The experience of Anglo-American in South Africa is that 'the more we put into our programme, the less it costs us'. Early diagnosis of HIV and early treatment means the company does not lose on productivity and that it saves on training and on healthcare costs.

However, the strategy of providing antiretroviral treatment to all employees who need it can only be sustained if the rate of new infections is controlled.

It is important to focus HIV prevention interventions on providing comprehensive sex education for adolescents and reproductive health services for women. The key to successful HIV prevention is to have interventions that are based on evidence and communicate clear and consistent messages.

The challenge now for Anglo-American is to widen the net of support and to extend the same level of care not only to families of employees, but also to their communities.

It is also necessary to fill gaps (i.e. provide contractors with the same level of care).

It is necessary that more companies in the private sector are equipped to provide such support, especially small businesses,, which sometimes find it difficult to provide health insurance to their employees.

For Anglo-American early treatment is not only possible, but it makes economic sense. However, South Africa is far off the mark of providing Universal Access and AIDS continues to be a strain on the economy.

The experience of the Bushbuckridge community health centre, a 'best practice' site located deep in a rural area, shows that providing Universal Access can be achieved in any setting.

The way forward

Among the themes that emerged from the session were the importance of strong political leadership, clear messaging around HIV and AIDS and holding leaders and government institutions accountable for the promised they have made around AIDS. The national response to HIV should involve community, faith-based and traditional leaders whose role is important in influencing shifts in those cultural patterns and societal norms that drive the epidemic. While leadership at local level needs to be encouraged and supported, the health sector needs to engage further with local communities.

Universal access implies that all people should be able to have access to information and services that are equitable, accessible, affordable, comprehensive and sustainable.  More attention should be paid to addressing the health needs and rights of migrants and refugees living with HIV.  HIV programmes need to be more focused and reach those most at risk of HIV infection such as sex workers and men who have sex with men. Priority should be given to evidence-informed, results-driven HIV interventions and more emphasis should be put on achieving cost-effectiveness. Moreover, prevention must not be accorded second class status, but rather prevention efforts should be more targeted at specific populations and geographic areas.

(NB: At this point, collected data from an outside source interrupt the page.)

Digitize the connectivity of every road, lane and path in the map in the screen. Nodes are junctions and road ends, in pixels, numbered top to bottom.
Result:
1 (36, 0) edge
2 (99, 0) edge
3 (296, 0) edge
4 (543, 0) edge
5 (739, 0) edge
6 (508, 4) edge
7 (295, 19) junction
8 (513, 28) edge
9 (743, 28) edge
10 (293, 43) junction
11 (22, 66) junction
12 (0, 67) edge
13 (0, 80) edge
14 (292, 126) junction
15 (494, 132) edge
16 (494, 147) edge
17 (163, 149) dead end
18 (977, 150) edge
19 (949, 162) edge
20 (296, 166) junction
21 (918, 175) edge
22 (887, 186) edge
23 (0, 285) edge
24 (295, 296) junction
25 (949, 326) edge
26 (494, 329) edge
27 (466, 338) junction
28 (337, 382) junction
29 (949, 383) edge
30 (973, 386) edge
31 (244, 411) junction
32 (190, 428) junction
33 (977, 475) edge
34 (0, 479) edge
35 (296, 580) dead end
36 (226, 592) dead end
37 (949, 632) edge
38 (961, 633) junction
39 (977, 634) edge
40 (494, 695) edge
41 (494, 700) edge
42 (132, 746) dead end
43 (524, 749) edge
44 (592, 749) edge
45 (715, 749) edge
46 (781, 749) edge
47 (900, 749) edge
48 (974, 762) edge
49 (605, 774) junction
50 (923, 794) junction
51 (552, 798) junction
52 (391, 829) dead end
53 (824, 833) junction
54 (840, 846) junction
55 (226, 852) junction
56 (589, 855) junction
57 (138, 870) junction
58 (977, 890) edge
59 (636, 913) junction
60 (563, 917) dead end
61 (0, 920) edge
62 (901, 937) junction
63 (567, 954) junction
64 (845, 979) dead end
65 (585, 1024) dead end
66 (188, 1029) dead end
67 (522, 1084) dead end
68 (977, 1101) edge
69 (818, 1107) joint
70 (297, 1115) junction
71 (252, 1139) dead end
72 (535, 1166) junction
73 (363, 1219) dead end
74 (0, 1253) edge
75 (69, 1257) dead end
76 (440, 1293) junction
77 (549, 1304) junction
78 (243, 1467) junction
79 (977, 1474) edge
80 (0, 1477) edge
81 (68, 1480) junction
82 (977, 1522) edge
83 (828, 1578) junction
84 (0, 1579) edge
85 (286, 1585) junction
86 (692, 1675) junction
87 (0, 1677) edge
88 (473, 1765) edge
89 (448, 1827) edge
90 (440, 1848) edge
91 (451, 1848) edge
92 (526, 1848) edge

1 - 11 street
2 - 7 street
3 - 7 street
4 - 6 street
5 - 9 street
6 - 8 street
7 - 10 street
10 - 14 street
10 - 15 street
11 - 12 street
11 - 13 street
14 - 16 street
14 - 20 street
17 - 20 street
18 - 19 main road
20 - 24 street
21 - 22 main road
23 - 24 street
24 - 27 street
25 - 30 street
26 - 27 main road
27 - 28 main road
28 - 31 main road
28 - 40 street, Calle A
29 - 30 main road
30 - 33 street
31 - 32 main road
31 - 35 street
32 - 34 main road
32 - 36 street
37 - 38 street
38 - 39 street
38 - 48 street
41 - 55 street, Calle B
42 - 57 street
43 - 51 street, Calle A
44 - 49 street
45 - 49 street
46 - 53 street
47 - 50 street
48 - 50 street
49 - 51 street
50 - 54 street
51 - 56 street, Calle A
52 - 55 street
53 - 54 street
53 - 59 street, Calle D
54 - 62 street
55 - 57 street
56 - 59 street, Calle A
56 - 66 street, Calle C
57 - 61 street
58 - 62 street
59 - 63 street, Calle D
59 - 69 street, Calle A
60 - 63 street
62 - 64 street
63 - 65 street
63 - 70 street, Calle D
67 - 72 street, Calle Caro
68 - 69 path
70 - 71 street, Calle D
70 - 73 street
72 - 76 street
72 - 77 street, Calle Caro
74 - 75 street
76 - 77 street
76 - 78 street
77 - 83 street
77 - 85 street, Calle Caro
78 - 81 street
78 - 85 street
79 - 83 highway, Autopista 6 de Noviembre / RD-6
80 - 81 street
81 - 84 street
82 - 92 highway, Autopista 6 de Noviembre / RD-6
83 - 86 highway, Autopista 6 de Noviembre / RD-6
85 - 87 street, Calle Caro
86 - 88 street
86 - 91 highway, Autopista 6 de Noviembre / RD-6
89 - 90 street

A more nuanced approach to HIV prevention should include better understanding of the drivers of the epidemic, greater involvement of local organisations and increased regional cooperation aimed at stemming the spread of HIV across national borders..

Health services need to be strengthened, but this measure on its own is not enough to increase access to treatment.

Another much debated topic during the consultations was Eastern and Southern Africa' high dependency on foreign aid and the need to increase country-level ownership of the AIDS response. Countries in Eastern and Southern Africa should diversify their sources of financing for the AIDS response, and use existing resources more efficiently.

The Global Fund should be used only to fill the gaps and provide additional support. With a gap of $4bn between what countries have requested and what the Global Fund is able to give, countries are being asked to look at how they can use their budgets more efficiently. This funding gap is expected to rise significantly in the face of the current global economic crisis.